It’s been a banner year for the tech sector, and that’s especially true for the best tech stock to buy in November 2018…
With tech stocks like Amazon and Apple near all-time highs, it can feel like investors have missed the boat on tech investment.
However, that couldn’t be further from the truth. Some of the best tech stocks to buy right now are flying under the radar – and they’re easy to find if you know where to look.
We do. And we’re going to show you how this booming new tech sector is going to send our top tech stock soaring…
The Most Exciting Tech Field to Invest in Right now
One product on the verge of redefining modern life in the same fashion as the personal computer is autonomous electric vehicles.
You see, self-driving electric cars stand at the convergence of three important and innovative trends – clean energy, technological innovation, and safer transportation.
As of this writing, more than 1 billion gas-burning vehicles are used every day – and that’s just passenger cars. Trucks, motorcycles, and vehicles using combustible engines use immense amounts of oil.
Burning fossil fuels is one of the leading causes of greenhouse gases, which many believe are driving climate change.
With carbon emissions expected to rise an additional 100% by 2035 without substantial intervention, limiting the carbon output of traditional gas burning vehicles is imperative.
And that’s where self-driving electric cars come in. Because they limit the global net consumption of fossil fuel, autonomous electric cars are a crucial part of limiting carbon emissions – and will play a tremendous roll in future green investments.
Electric cars are also expected to play a vital role in improving vehicle safety and navigation.
You see, autonomous vehicles can sense and reduce driver error – saving lives and making traffic accidents a thing of the past.
Because of the clear benefits in safety and navigation, analysts believe that the self-driving car market will increase tenfold in fewer than 10 years, jumping to a value of $556 billion.
And we’ve identified one company that’s going to ride this boom into immense profits.
It’s a major tech firm that’s going to play a vital role in the mass production of electric autonomous vehicles.
And it’s going to make shareholders a killing in the process…
The Best Tech Stock to Buy in November 2018 Is a Leader in Self-Driving Vehicles
Money Morning Defense and Tech Specialist Michael A. Robinson believes the best tech stock to buy in November 2018 isn’t a vehicle maker.
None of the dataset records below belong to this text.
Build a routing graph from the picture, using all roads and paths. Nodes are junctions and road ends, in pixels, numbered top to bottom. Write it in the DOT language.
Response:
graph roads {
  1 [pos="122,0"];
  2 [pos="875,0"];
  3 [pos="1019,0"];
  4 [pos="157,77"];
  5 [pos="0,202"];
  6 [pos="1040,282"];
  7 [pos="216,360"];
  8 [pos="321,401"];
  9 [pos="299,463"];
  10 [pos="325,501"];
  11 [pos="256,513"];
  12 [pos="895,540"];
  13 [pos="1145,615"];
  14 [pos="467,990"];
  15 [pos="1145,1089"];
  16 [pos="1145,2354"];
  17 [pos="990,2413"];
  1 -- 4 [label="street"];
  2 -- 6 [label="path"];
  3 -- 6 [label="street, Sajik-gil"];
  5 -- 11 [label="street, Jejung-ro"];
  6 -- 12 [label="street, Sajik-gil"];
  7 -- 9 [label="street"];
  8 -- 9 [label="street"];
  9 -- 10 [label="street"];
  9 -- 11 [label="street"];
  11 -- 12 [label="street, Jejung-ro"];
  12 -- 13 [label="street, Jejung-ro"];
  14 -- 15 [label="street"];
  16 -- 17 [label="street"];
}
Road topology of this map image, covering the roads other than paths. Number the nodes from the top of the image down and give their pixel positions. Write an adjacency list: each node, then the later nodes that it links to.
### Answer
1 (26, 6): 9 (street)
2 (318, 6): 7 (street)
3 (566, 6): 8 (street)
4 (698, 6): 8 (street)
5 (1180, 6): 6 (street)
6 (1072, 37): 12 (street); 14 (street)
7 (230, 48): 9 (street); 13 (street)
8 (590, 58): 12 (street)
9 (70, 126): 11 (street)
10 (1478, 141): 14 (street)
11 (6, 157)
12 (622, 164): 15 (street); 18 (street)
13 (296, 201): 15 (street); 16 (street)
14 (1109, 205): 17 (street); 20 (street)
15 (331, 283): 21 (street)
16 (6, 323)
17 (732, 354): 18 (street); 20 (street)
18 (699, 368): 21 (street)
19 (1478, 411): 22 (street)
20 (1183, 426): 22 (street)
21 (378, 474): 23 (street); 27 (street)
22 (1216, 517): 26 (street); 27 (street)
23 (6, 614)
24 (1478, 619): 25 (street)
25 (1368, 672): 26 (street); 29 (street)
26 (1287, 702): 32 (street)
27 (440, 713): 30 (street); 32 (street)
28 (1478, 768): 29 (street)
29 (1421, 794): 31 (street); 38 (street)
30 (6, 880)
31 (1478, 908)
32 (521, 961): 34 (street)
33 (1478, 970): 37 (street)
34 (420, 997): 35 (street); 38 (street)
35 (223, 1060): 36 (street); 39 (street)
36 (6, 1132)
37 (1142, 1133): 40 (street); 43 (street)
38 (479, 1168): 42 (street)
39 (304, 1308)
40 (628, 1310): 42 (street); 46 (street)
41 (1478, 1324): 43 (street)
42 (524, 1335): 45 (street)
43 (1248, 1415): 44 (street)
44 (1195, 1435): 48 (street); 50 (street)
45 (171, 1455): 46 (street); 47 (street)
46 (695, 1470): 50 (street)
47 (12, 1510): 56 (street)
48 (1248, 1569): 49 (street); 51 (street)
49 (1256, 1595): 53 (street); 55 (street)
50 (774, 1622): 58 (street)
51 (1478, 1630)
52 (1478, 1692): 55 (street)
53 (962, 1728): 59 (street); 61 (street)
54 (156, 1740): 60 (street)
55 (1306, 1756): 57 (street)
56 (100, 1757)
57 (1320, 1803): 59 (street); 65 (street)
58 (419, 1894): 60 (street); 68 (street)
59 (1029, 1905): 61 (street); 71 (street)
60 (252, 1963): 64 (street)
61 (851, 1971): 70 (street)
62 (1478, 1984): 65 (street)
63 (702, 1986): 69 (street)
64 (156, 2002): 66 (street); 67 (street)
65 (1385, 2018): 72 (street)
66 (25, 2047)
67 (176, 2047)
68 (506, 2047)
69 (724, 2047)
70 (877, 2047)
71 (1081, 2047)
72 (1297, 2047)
It’s a microchip company that supplies the brains, not the brawn.
Nvidia Corp. (NASDAQ: NVDA) is expected to be a prime beneficiary of the self-driving car market.
Nvidia is best known for its video game products. It makes the graphics cards for computers and video game consoles.
But it makes a lot more than that. The company’s latest strategy is to partner with car manufacturers and offer a wide spectrum of advanced tools centered in technology that they will use on the way to fully self-driving vehicles.
Nvidia combined its development strategy with sensor suppliers, advanced mapping software, research shops, and more. As a result, Nvidia’s Drive AX platform is the premier product in its class.
Drive AX operates as a central nervous system for self-driving vehicles.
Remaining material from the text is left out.